**Provided material:**

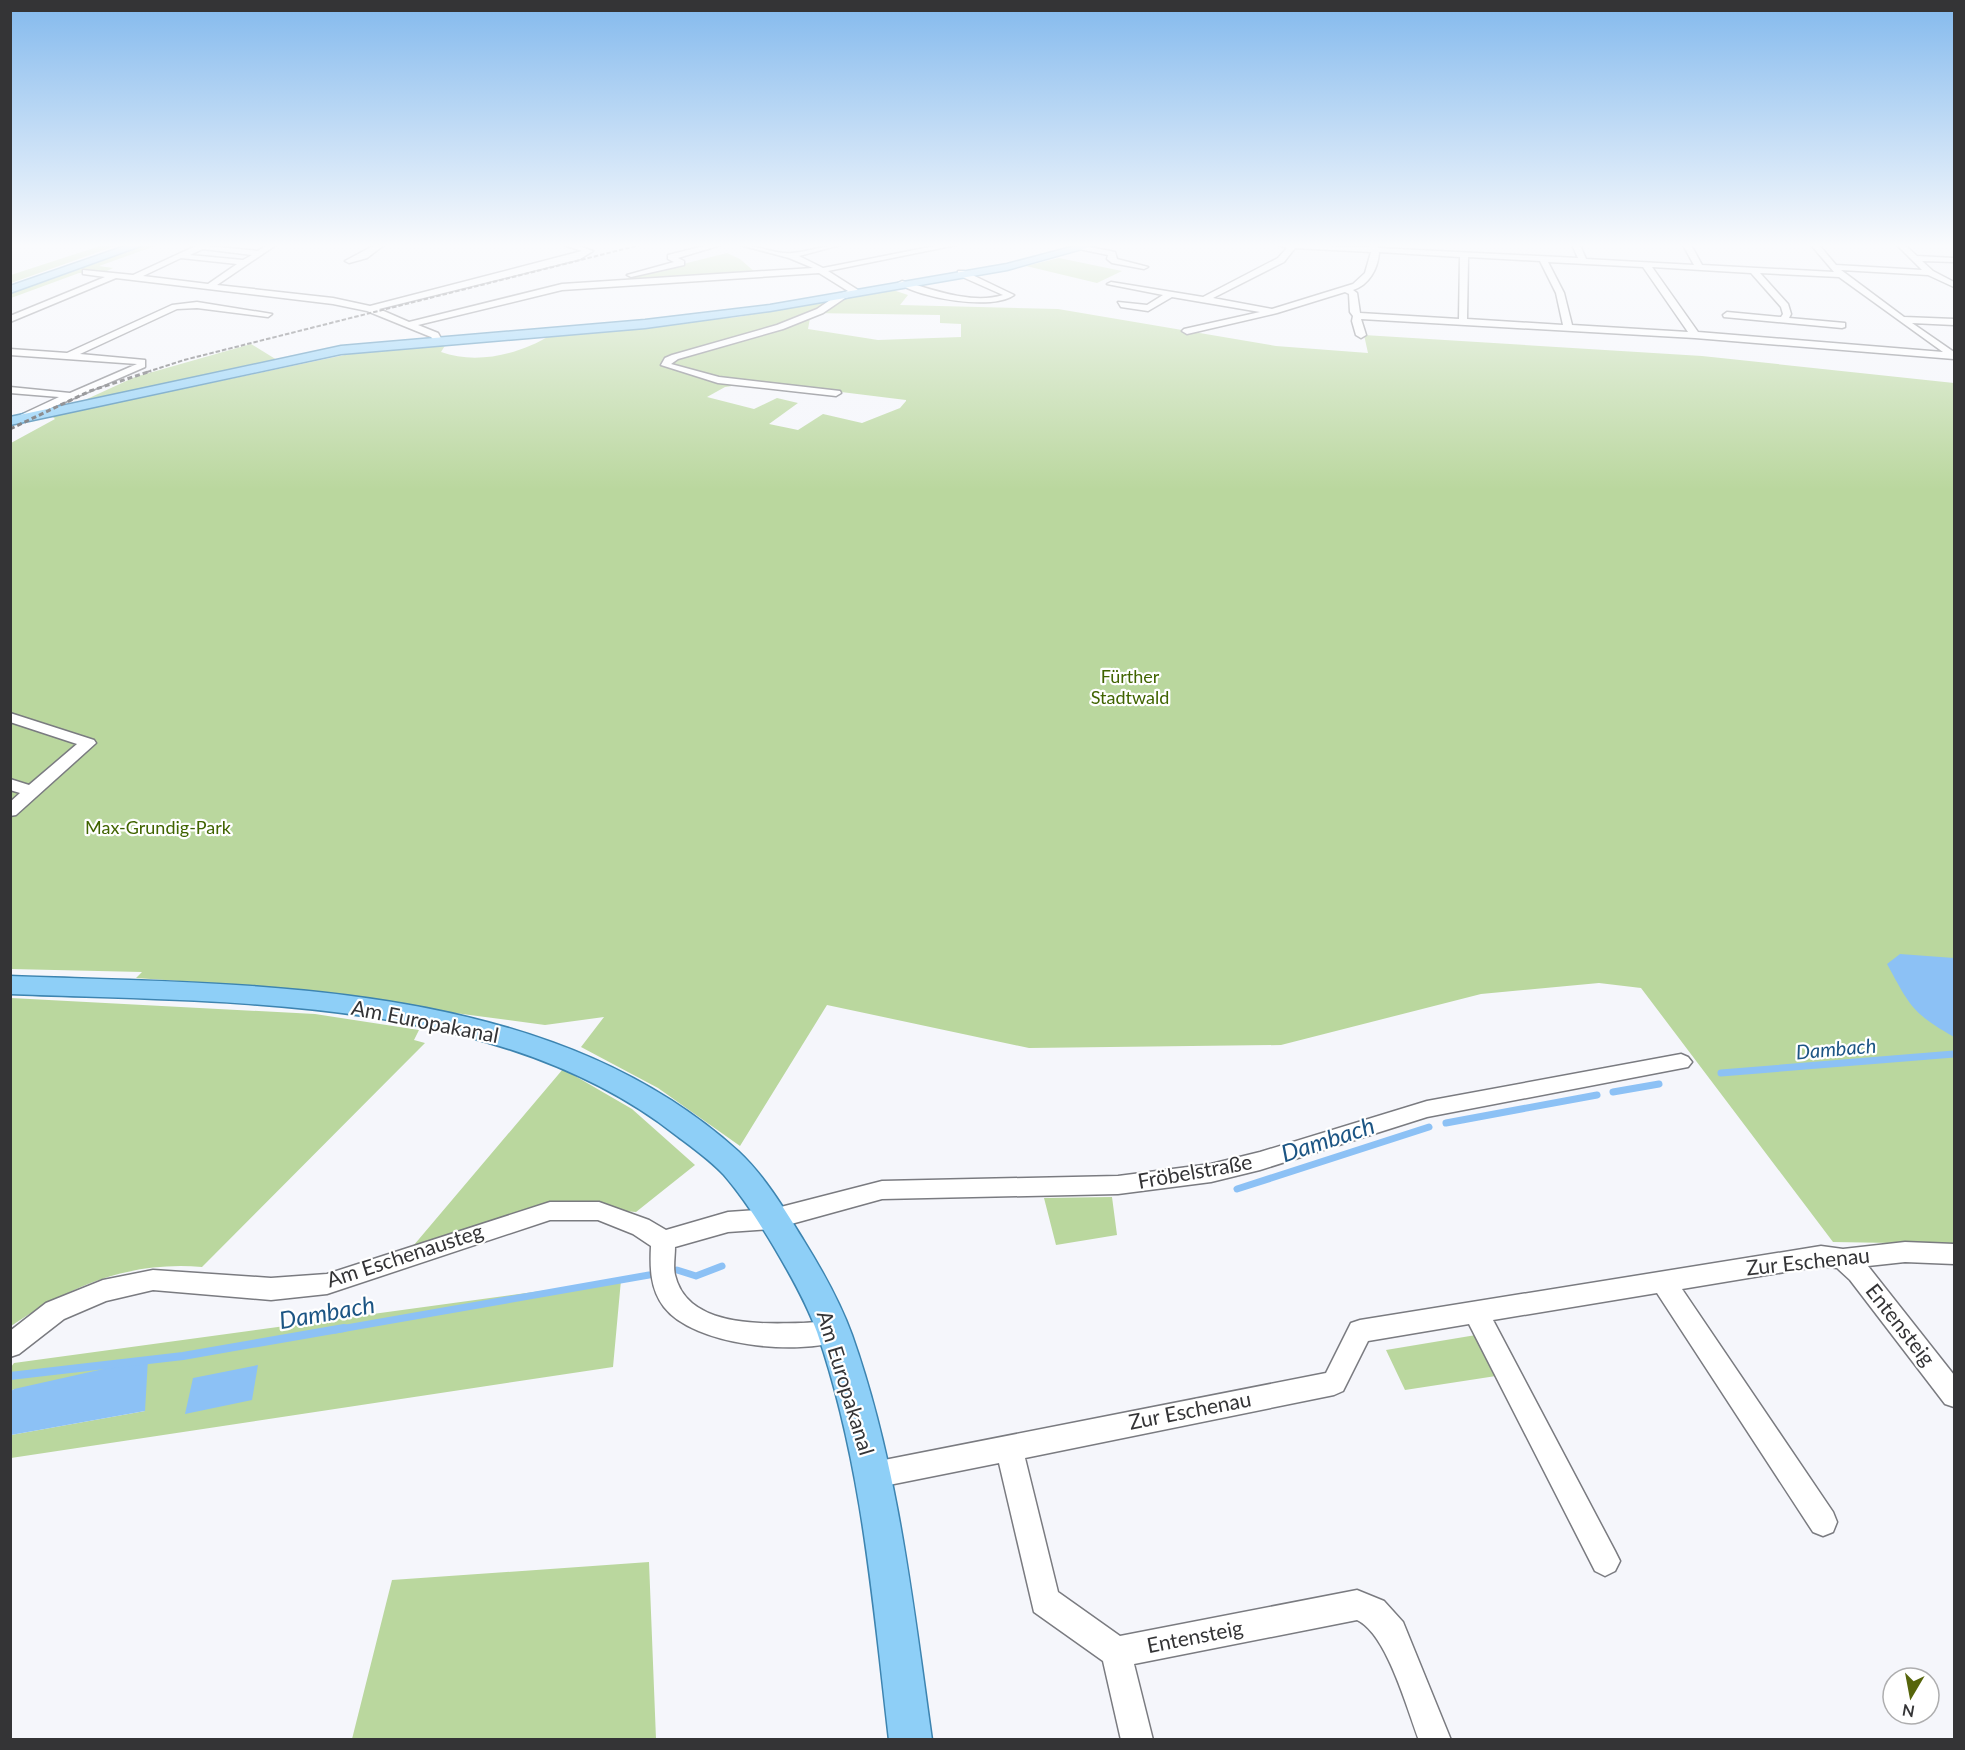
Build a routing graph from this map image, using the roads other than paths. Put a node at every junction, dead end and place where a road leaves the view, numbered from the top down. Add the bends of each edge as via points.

...

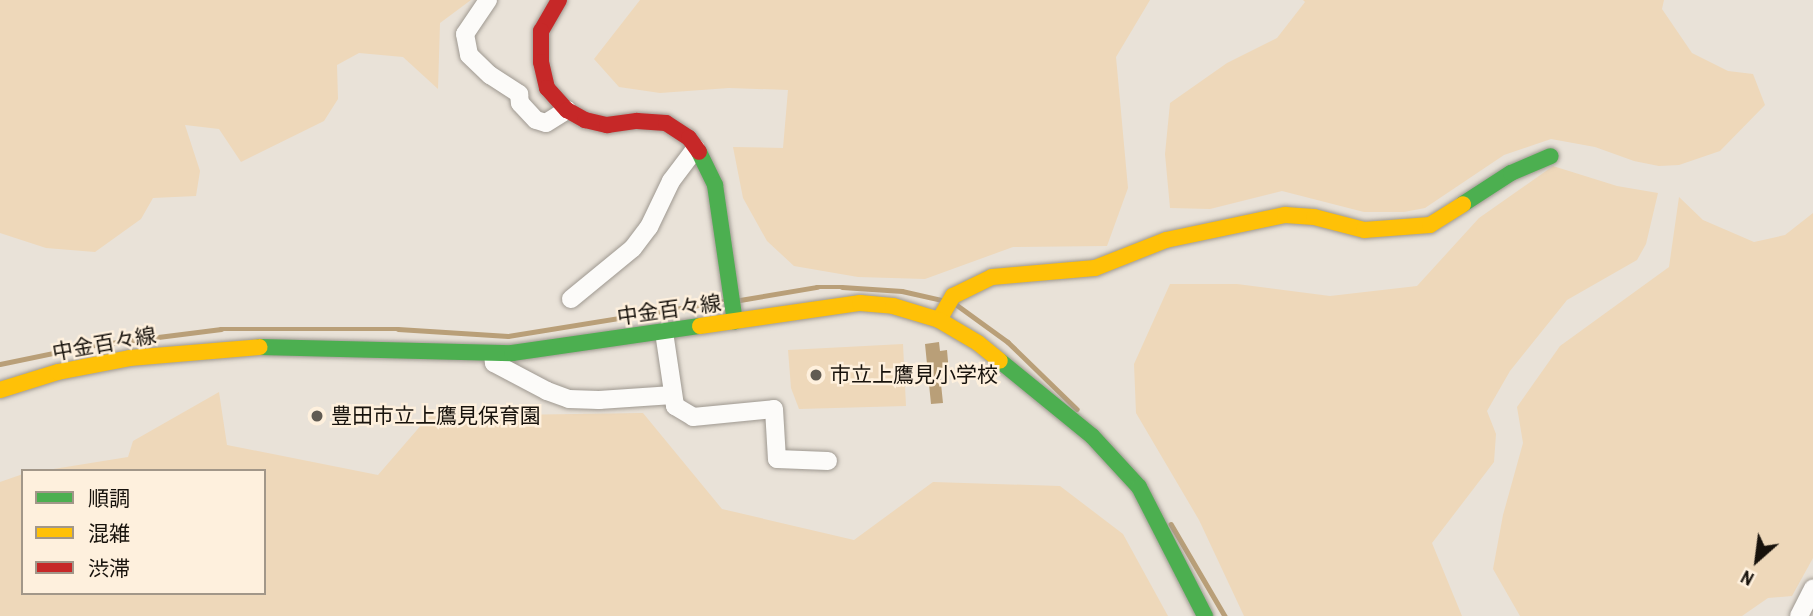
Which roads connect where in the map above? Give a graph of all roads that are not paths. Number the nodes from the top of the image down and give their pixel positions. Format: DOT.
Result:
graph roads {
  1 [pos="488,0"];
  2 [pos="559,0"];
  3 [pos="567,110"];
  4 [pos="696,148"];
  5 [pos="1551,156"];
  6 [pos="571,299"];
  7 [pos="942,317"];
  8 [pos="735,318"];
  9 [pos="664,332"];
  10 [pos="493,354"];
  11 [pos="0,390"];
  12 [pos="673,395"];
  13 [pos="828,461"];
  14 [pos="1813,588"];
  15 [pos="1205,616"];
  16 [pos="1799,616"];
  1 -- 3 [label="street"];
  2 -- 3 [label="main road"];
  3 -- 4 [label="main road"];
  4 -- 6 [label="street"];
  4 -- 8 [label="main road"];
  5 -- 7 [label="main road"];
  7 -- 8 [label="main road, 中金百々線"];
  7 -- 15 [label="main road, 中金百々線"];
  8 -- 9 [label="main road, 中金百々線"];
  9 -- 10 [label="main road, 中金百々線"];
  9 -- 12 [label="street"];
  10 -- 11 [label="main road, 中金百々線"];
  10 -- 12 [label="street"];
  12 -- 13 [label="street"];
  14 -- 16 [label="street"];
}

**Task objective:** Say how many lines in the records hold the string "down". Give no other words.

**Response to this task:** 2